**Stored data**
"""

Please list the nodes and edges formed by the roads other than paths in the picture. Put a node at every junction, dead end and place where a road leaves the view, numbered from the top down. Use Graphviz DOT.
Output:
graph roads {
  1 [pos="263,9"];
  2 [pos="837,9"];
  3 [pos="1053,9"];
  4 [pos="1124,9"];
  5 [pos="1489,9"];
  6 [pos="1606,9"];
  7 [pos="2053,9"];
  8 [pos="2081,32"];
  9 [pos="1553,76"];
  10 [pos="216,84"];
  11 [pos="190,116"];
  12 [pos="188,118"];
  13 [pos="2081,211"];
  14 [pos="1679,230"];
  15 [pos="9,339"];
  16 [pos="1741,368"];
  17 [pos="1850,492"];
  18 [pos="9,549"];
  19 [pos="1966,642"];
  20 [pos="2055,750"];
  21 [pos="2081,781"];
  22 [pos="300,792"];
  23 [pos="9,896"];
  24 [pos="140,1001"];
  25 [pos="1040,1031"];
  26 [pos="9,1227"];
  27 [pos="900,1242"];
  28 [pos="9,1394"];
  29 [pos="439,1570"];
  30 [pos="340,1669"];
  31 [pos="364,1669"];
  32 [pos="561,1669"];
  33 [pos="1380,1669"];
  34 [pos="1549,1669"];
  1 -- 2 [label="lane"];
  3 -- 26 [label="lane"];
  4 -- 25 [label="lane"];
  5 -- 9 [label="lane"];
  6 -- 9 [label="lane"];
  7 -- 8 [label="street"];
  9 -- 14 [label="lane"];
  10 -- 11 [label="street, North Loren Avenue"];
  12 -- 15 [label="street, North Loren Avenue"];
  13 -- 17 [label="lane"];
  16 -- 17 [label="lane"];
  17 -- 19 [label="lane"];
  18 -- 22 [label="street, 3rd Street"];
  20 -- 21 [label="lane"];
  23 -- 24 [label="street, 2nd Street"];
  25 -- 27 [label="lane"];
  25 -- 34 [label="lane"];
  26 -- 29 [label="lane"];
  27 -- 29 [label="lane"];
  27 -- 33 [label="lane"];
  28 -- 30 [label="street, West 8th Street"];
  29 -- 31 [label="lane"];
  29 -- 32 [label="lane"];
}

"""

**ASSIGNED TASK**
Copy the entries word for word. Leave nothing out.

**RESPONSE TO THE EXERCISE**
Please list the nodes and edges formed by the roads other than paths in the picture. Put a node at every junction, dead end and place where a road leaves the view, numbered from the top down. Use Graphviz DOT.
Output:
graph roads {
  1 [pos="263,9"];
  2 [pos="837,9"];
  3 [pos="1053,9"];
  4 [pos="1124,9"];
  5 [pos="1489,9"];
  6 [pos="1606,9"];
  7 [pos="2053,9"];
  8 [pos="2081,32"];
  9 [pos="1553,76"];
  10 [pos="216,84"];
  11 [pos="190,116"];
  12 [pos="188,118"];
  13 [pos="2081,211"];
  14 [pos="1679,230"];
  15 [pos="9,339"];
  16 [pos="1741,368"];
  17 [pos="1850,492"];
  18 [pos="9,549"];
  19 [pos="1966,642"];
  20 [pos="2055,750"];
  21 [pos="2081,781"];
  22 [pos="300,792"];
  23 [pos="9,896"];
  24 [pos="140,1001"];
  25 [pos="1040,1031"];
  26 [pos="9,1227"];
  27 [pos="900,1242"];
  28 [pos="9,1394"];
  29 [pos="439,1570"];
  30 [pos="340,1669"];
  31 [pos="364,1669"];
  32 [pos="561,1669"];
  33 [pos="1380,1669"];
  34 [pos="1549,1669"];
  1 -- 2 [label="lane"];
  3 -- 26 [label="lane"];
  4 -- 25 [label="lane"];
  5 -- 9 [label="lane"];
  6 -- 9 [label="lane"];
  7 -- 8 [label="street"];
  9 -- 14 [label="lane"];
  10 -- 11 [label="street, North Loren Avenue"];
  12 -- 15 [label="street, North Loren Avenue"];
  13 -- 17 [label="lane"];
  16 -- 17 [label="lane"];
  17 -- 19 [label="lane"];
  18 -- 22 [label="street, 3rd Street"];
  20 -- 21 [label="lane"];
  23 -- 24 [label="street, 2nd Street"];
  25 -- 27 [label="lane"];
  25 -- 34 [label="lane"];
  26 -- 29 [label="lane"];
  27 -- 29 [label="lane"];
  27 -- 33 [label="lane"];
  28 -- 30 [label="street, West 8th Street"];
  29 -- 31 [label="lane"];
  29 -- 32 [label="lane"];
}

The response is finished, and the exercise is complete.